Exercise data Block Start
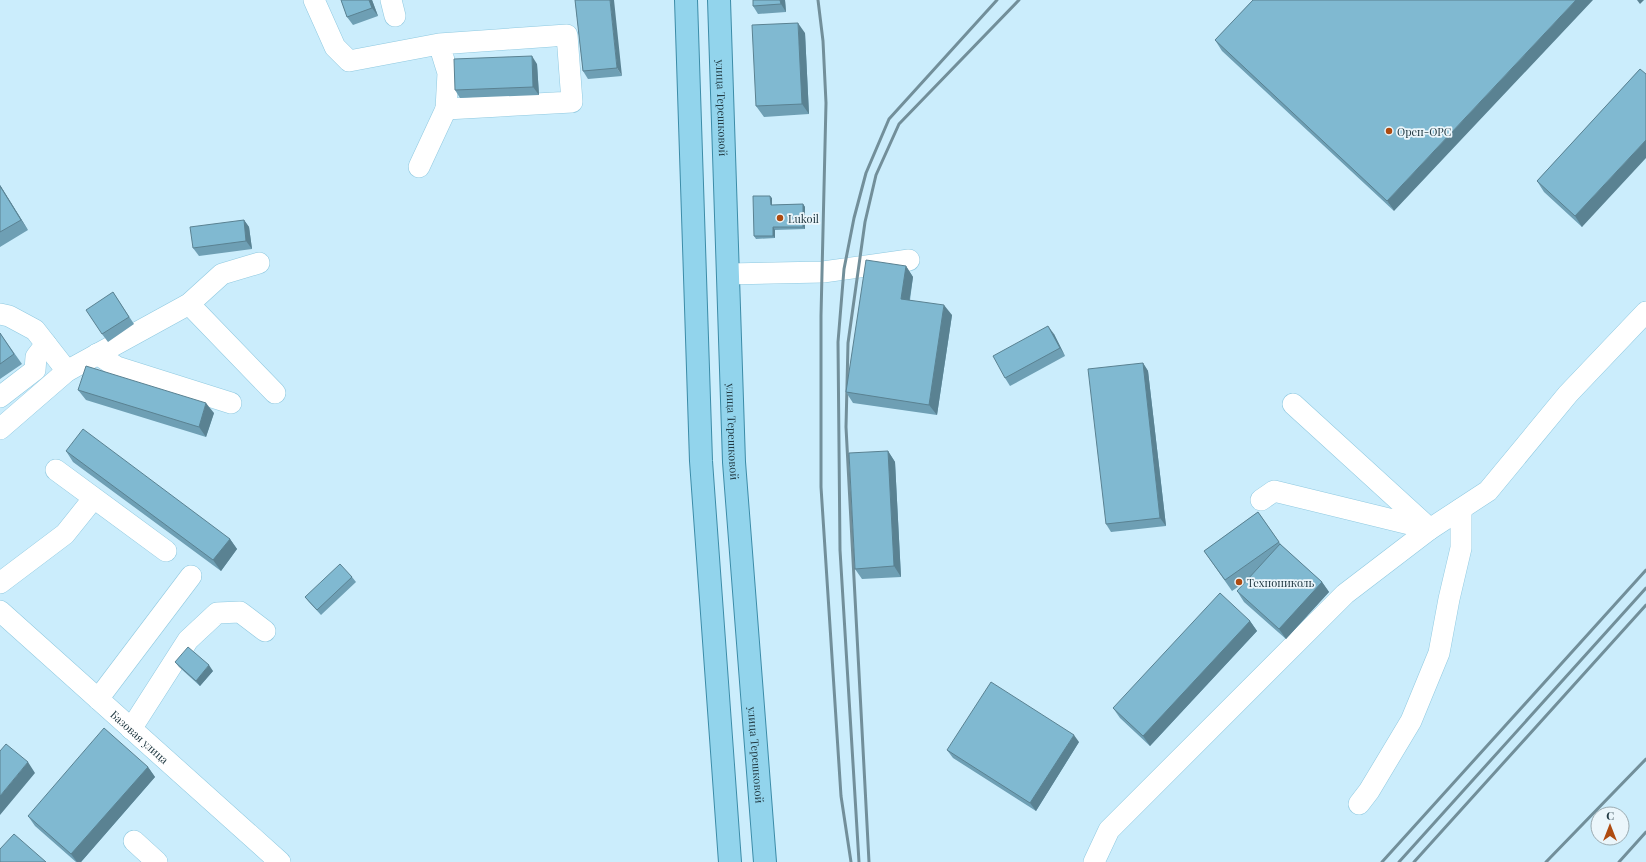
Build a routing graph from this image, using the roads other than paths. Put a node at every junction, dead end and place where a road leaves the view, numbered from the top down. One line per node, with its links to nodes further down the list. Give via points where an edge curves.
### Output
1 (314, 0): 4 (street, via 335,48 349,61)
2 (686, 0): 10 (main road)
3 (719, 0): 9 (main road, улица Терешковой)
4 (439, 44): 5 (street, via 448,73); 5 (street, via 567,35 572,102)
5 (446, 109): 6 (street)
6 (419, 167)
7 (909, 260): 9 (street, via 823,272)
8 (259, 263): 11 (street, via 222,274)
9 (728, 274): 10 (main road); 39 (main road, улица Терешковой, via 734,462)
10 (696, 275): 38 (main road, via 701,461)
11 (189, 304): 15 (street); 17 (street)
12 (1646, 312): 25 (street, via 1568,394 1488,491)
13 (0, 314): 14 (street, via 35,330)
14 (46, 344): 16 (street); 18 (street, via 36,357 35,370)
15 (97, 354): 16 (street); 19 (street, via 117,367)
16 (67, 371): 21 (street)
17 (274, 393)
18 (0, 397)
19 (231, 403)
20 (1293, 404): 26 (street)
21 (0, 429)
22 (56, 470): 23 (street)
23 (93, 499): 27 (street); 29 (street, via 65,534)
24 (1261, 500): 26 (street, via 1274,491)
25 (1461, 509): 26 (street); 34 (street, via 1461,548 1439,653 1411,721)
26 (1430, 529): 40 (street, via 1339,599 1109,830)
27 (166, 551)
28 (190, 576): 32 (street)
29 (0, 582)
30 (0, 611): 32 (street, Базовая улица)
31 (265, 631): 33 (street, via 240,612 217,613 188,640)
32 (98, 699): 33 (street, Базовая улица)
33 (131, 728): 36 (street, Базовая улица)
34 (1359, 804)
35 (134, 841): 37 (street)
36 (272, 860)
37 (157, 862)
38 (730, 862)
39 (765, 862)
40 (1094, 862)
Exercise data Block End
Problem to work on
Without the pictures, give all the records above again exactly.

Exercise output
Build a routing graph from this image, using the roads other than paths. Put a node at every junction, dead end and place where a road leaves the view, numbered from the top down. One line per node, with its links to nodes further down the list. Give via points where an edge curves.
### Output
1 (314, 0): 4 (street, via 335,48 349,61)
2 (686, 0): 10 (main road)
3 (719, 0): 9 (main road, улица Терешковой)
4 (439, 44): 5 (street, via 448,73); 5 (street, via 567,35 572,102)
5 (446, 109): 6 (street)
6 (419, 167)
7 (909, 260): 9 (street, via 823,272)
8 (259, 263): 11 (street, via 222,274)
9 (728, 274): 10 (main road); 39 (main road, улица Терешковой, via 734,462)
10 (696, 275): 38 (main road, via 701,461)
11 (189, 304): 15 (street); 17 (street)
12 (1646, 312): 25 (street, via 1568,394 1488,491)
13 (0, 314): 14 (street, via 35,330)
14 (46, 344): 16 (street); 18 (street, via 36,357 35,370)
15 (97, 354): 16 (street); 19 (street, via 117,367)
16 (67, 371): 21 (street)
17 (274, 393)
18 (0, 397)
19 (231, 403)
20 (1293, 404): 26 (street)
21 (0, 429)
22 (56, 470): 23 (street)
23 (93, 499): 27 (street); 29 (street, via 65,534)
24 (1261, 500): 26 (street, via 1274,491)
25 (1461, 509): 26 (street); 34 (street, via 1461,548 1439,653 1411,721)
26 (1430, 529): 40 (street, via 1339,599 1109,830)
27 (166, 551)
28 (190, 576): 32 (street)
29 (0, 582)
30 (0, 611): 32 (street, Базовая улица)
31 (265, 631): 33 (street, via 240,612 217,613 188,640)
32 (98, 699): 33 (street, Базовая улица)
33 (131, 728): 36 (street, Базовая улица)
34 (1359, 804)
35 (134, 841): 37 (street)
36 (272, 860)
37 (157, 862)
38 (730, 862)
39 (765, 862)
40 (1094, 862)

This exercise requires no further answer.